Guest post by: David Recine, Magoosh
The link between ACT scores and getting accepted into school is obvious. Meet a school’s expectations, and you’ll get in. But what about the connection between ACT scores and paying for school once you’re accepted? That is never quite so obvious. Today, we’re going to take a closer look at how your ACT score can translate into money in your pocket… or at least, money applied to your tuition bill.
Which test is better for scholarships? The ACT or SAT?
The choice between taking the ACT or SAT can be a tricky one. But good news! Money is not one of the things you need to worry about as you try to figure out what test to take. Any scholarship that looks at ACT scores will also consider the SAT equivalent. So your best exam for scholarships is whichever exam you feel you’re the most confident with. If you’re not sure which test will give you the best path to scholarship success, take this ACT vs. SAT assessment. And bear in mind that the ACT scholarship advice in this article also applies to SAT scores.
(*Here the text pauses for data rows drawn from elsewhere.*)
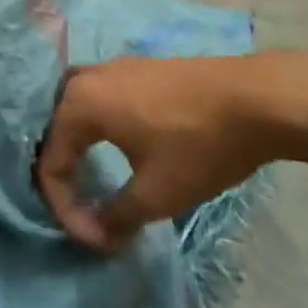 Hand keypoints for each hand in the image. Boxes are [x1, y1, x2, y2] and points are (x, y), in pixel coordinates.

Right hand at [36, 54, 300, 251]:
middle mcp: (86, 78)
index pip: (51, 164)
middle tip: (78, 206)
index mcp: (79, 104)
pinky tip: (114, 142)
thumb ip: (116, 215)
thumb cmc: (198, 146)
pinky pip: (97, 95)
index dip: (66, 210)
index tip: (98, 241)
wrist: (256, 99)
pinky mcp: (137, 67)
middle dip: (61, 171)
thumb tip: (98, 234)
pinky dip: (94, 123)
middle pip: (53, 127)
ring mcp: (113, 66)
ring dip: (75, 143)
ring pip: (74, 105)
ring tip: (87, 175)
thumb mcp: (156, 194) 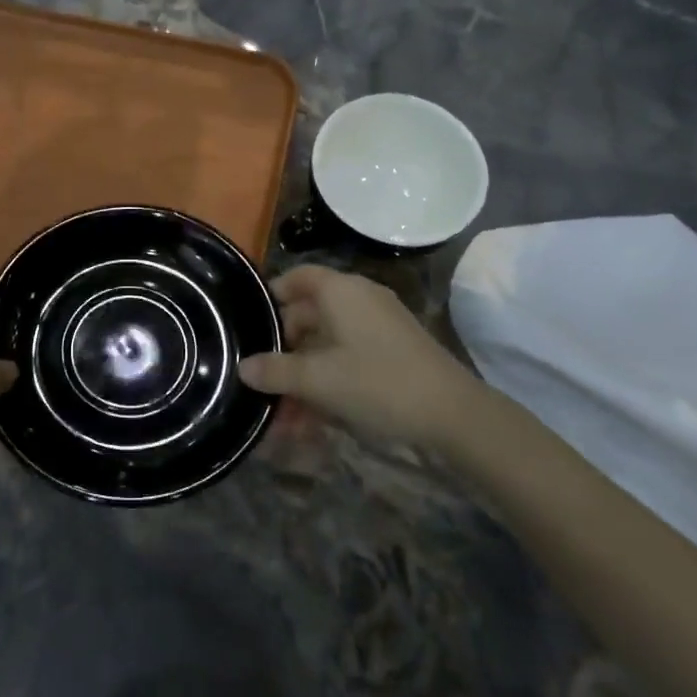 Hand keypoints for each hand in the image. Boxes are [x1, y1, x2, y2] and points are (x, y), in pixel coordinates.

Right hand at [239, 266, 484, 449]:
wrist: (453, 414)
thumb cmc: (377, 382)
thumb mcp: (318, 379)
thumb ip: (276, 371)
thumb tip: (243, 367)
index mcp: (340, 291)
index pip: (296, 277)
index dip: (270, 296)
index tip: (249, 324)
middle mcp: (359, 300)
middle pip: (308, 315)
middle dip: (282, 351)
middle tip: (260, 381)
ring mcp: (378, 326)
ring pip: (326, 345)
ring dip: (302, 376)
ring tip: (284, 415)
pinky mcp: (392, 352)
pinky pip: (346, 359)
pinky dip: (327, 382)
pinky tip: (312, 419) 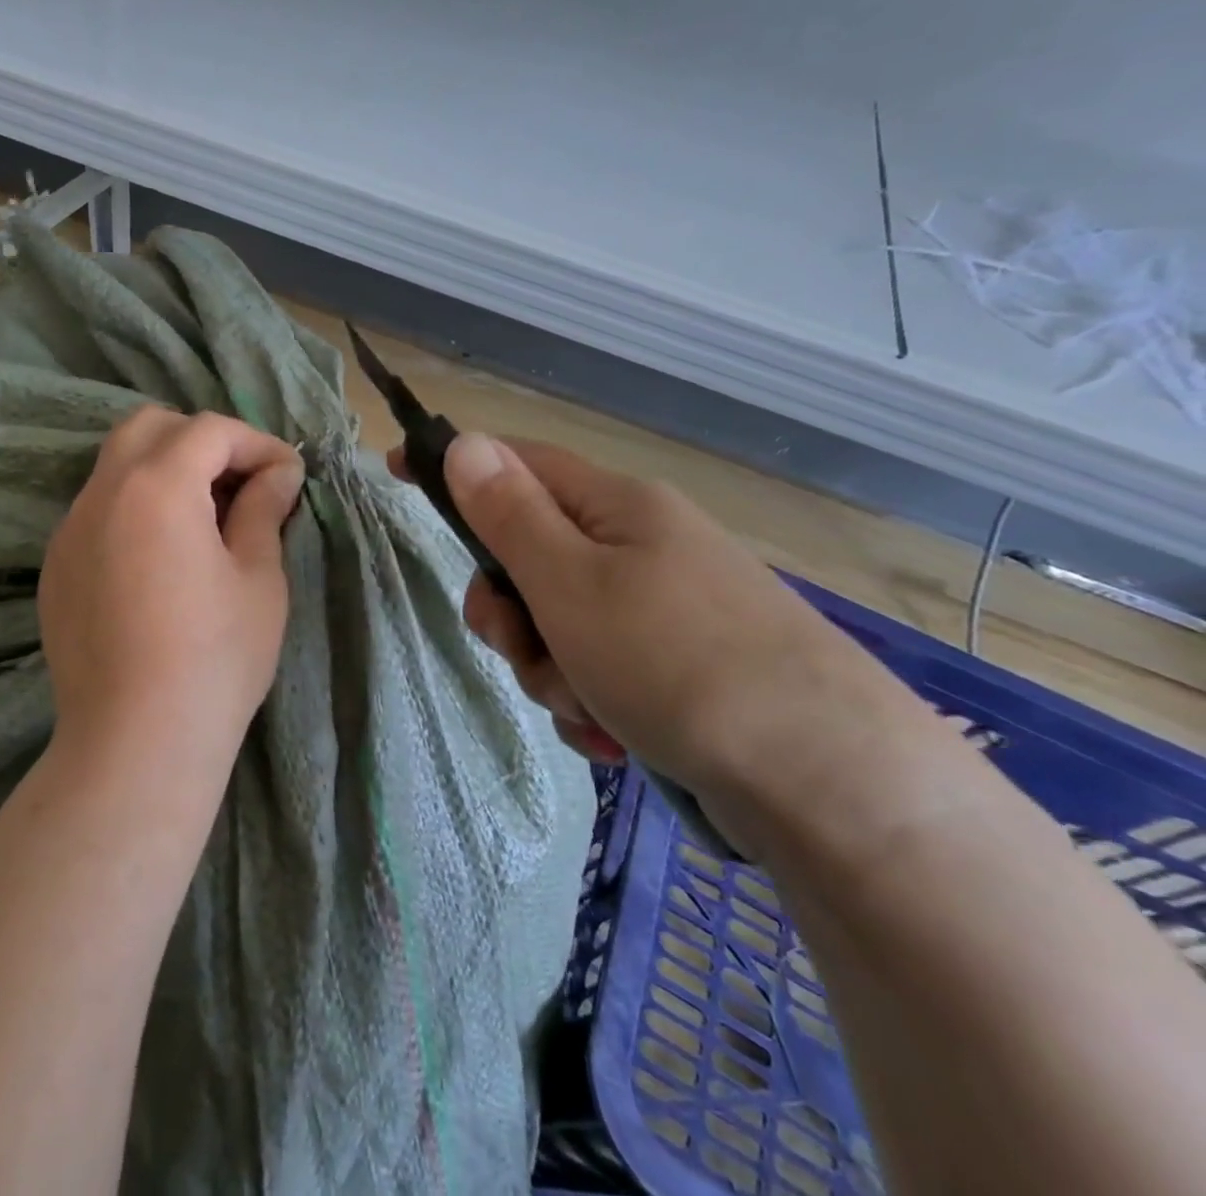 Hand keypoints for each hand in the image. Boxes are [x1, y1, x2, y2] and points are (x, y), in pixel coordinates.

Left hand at [39, 407, 304, 783]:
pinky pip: (97, 511)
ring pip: (116, 466)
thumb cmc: (214, 659)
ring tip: (205, 519)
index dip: (257, 443)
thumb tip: (279, 472)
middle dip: (201, 441)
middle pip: (149, 428)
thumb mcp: (258, 579)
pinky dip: (135, 508)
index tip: (287, 477)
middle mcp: (102, 494)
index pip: (209, 431)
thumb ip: (264, 510)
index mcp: (156, 486)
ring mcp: (69, 530)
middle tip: (240, 483)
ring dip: (164, 471)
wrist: (135, 743)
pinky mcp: (56, 567)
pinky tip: (161, 558)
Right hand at [407, 434, 910, 799]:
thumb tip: (465, 442)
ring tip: (588, 709)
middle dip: (511, 612)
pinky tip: (614, 737)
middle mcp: (642, 546)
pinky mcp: (683, 668)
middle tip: (521, 647)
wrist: (830, 784)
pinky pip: (601, 669)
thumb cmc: (677, 661)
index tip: (395, 474)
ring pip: (560, 624)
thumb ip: (509, 514)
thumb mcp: (570, 583)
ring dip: (551, 669)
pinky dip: (591, 701)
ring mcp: (666, 608)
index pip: (515, 463)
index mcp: (616, 507)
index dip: (455, 467)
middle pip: (531, 557) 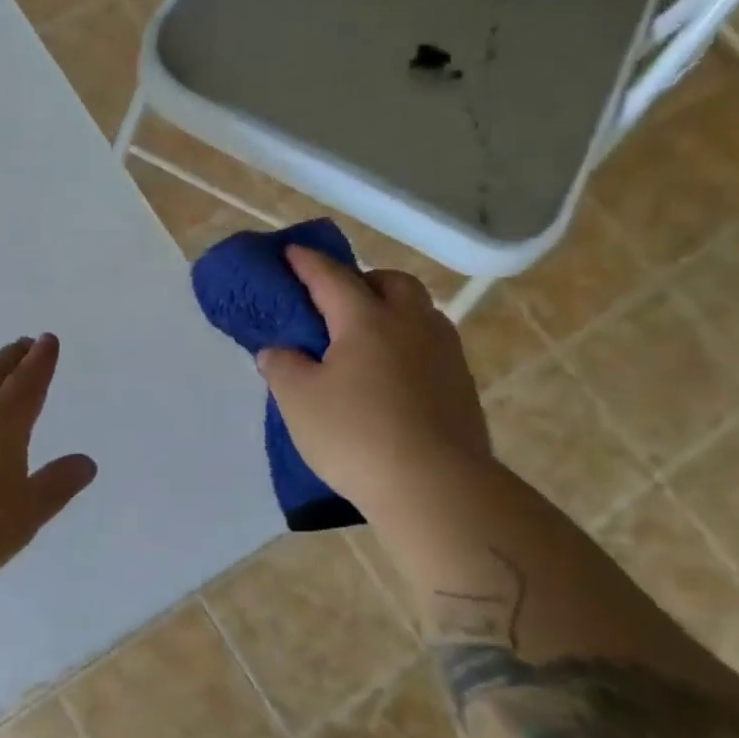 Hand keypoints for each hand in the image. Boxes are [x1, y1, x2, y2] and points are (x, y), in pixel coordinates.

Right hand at [258, 247, 489, 510]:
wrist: (434, 485)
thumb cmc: (355, 435)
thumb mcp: (298, 401)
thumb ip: (282, 367)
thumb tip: (277, 351)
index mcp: (367, 319)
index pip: (332, 278)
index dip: (308, 264)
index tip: (291, 252)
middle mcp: (411, 323)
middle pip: (390, 282)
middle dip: (362, 281)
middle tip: (337, 302)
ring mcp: (444, 352)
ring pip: (418, 311)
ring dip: (391, 310)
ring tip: (366, 338)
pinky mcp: (461, 383)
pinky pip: (431, 344)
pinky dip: (407, 343)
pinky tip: (392, 374) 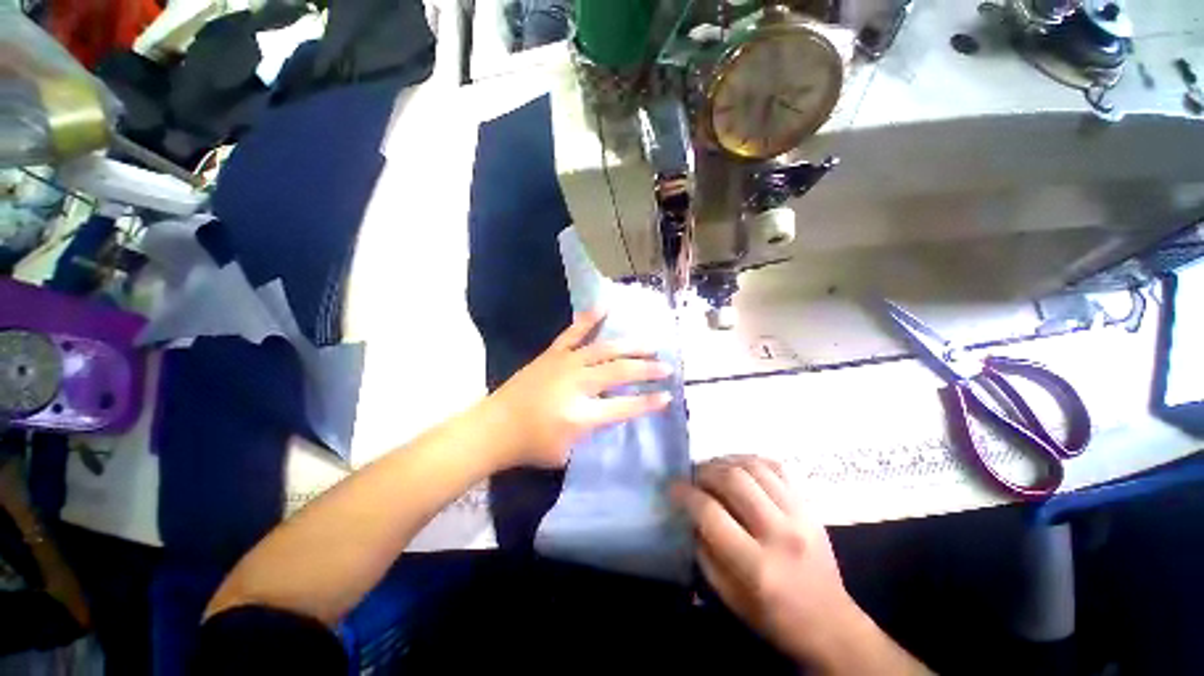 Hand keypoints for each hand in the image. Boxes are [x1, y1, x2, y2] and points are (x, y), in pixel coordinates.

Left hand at [484, 311, 671, 469]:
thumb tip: (611, 411)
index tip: (668, 396)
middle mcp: (577, 383)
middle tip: (666, 367)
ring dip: (630, 346)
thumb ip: (592, 430)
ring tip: (649, 345)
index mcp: (581, 414)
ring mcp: (564, 363)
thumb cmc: (530, 445)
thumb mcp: (567, 451)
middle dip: (647, 369)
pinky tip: (605, 305)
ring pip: (604, 349)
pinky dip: (590, 318)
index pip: (624, 406)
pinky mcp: (553, 354)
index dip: (648, 402)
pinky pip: (574, 332)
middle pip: (619, 371)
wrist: (493, 427)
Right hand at [672, 457, 927, 673]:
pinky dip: (752, 461)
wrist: (830, 624)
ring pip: (754, 467)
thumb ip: (704, 549)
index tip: (673, 487)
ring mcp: (800, 515)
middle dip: (704, 471)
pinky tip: (740, 468)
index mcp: (757, 566)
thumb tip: (689, 511)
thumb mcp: (728, 594)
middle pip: (733, 479)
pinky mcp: (810, 506)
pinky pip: (777, 467)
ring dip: (725, 462)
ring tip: (713, 470)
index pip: (711, 512)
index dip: (685, 494)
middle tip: (693, 477)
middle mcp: (780, 533)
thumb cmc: (773, 616)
All colleges will take either the SAT or the ACT, so you do not need to take both. The College Board and ACT created a concordance table to show the equivalent scores. Click here to see the table and testing timeline for the next school year.
What are the criteria for scholarships, in general?
First, let’s look at purely needs-based scholarships. These kinds of awards include the governmental Pell Grant, or the many private needs-based grants at top schools such Stanford and Princeton. To get a needs-based scholarship, you do of course have to be accepted to begin with, and that requires a qualifying ACT (or SAT) score. But beyond that indirect connection, ACT scores aren’t a factor in scholarship decisions.
Many scholarships, however, are merit-based, giving out funding based on the academic achievements or life accomplishments of students. And still other scholarships are primarily demographics-based. There are scholarships for just about every demographic out there: Native Americans, Italian Americans, men, women, Californians, first-generation university students, single parents, public high school graduates, Catholic high school graduates, you name it. Do these merit-based and demographic-based scholarships have ACT score requirements? Yes, sometimes… but sometimes not.
How do you figure out if a scholarship has an ACT requirement?
Any scholarship you can find online will have an official web page that includes eligibility criteria. Since many scholarships are specific to a single university, this official web page will often be found somewhere on the university’s official website. Check carefully to see if ACT scores are mentioned. If they aren’t mentioned, it still may not hurt to check with the university or scholarship foundation. Sometimes ACT scores are optional, but may be considered if you submit them.
How can you search specifically for scholarships that have ACT requirements?
If you’re asking this question, you probably have an excellent ACT score, and are looking for ways to capitalize on that. That’s great! And yes, there are ways you can seek out scholarships that are a good match for your ACT score.
One way to look for scholarships that may be ACT-based is to simply comb through scholarship databases. There are many of these on the web. Another crude-yet-effective way of searching for scholarships is Google. Since most scholarships out there are mentioned or listed on university websites, a custom Google search of sites whose address ends in “.edu” is especially helpful. If you’re not sure how to do a custom Google search in this way, I’ve created an example custom search for you. Check out that link and notice what has been typed into the search field.
I also recommend emailing or calling financial aid offices at any universities that have accepted you. If you’ve gotten an offer to enroll, the school’s financial aid workers are usually more than happy to help you find good sources of funding for your potential studies.
What kinds of awards can your ACT score get you?
So what awards may await you if you have a qualifying ACT score? Let’s take a look at two example scholarships.
With an ACT score of 27 or higher and a GPA of at least 3.5, you may be eligible for a fairly lucrative scholarship at the University of Missoula-Montana. This school’s Presidential Leadership scholarship awards students full reimbursement of tuition at in-state rates. For students with exceptionally high ACT scores and GPAs, an additional cash stipend of $5,000-$7,500 is also awarded.
While Missoula doesn’t specify exactly which ACT score will get a stipend as well as the tuition reimbursement, many other schools do list scholarship award levels by ACT score range. For instance, Otterbein University in Ohio gives up to $16,000 in scholarships to students with a 26+ on the ACT. Students with a 21-15 on the ACT can potentially get a $12,000 scholarship, and students in the 18-21 may be eligible for a $5,000 award.
Will your ACT score be good enough for a scholarship?
If you haven’t taken your ACT yet, it’s a good idea to try to figure out what your score might be. This doesn’t just help you see what scholarships you might get; it also helps you see what schools you might get into. To feel out your future ACT score, you can take this mock ACT test online. If your score on the mock test is not what you want it to be, don’t worry. The beauty of practice tests is that if at first you don’t succeed, you can try, try again. With practice, you’ll be well on your way to an ACT score that is literally award-winning.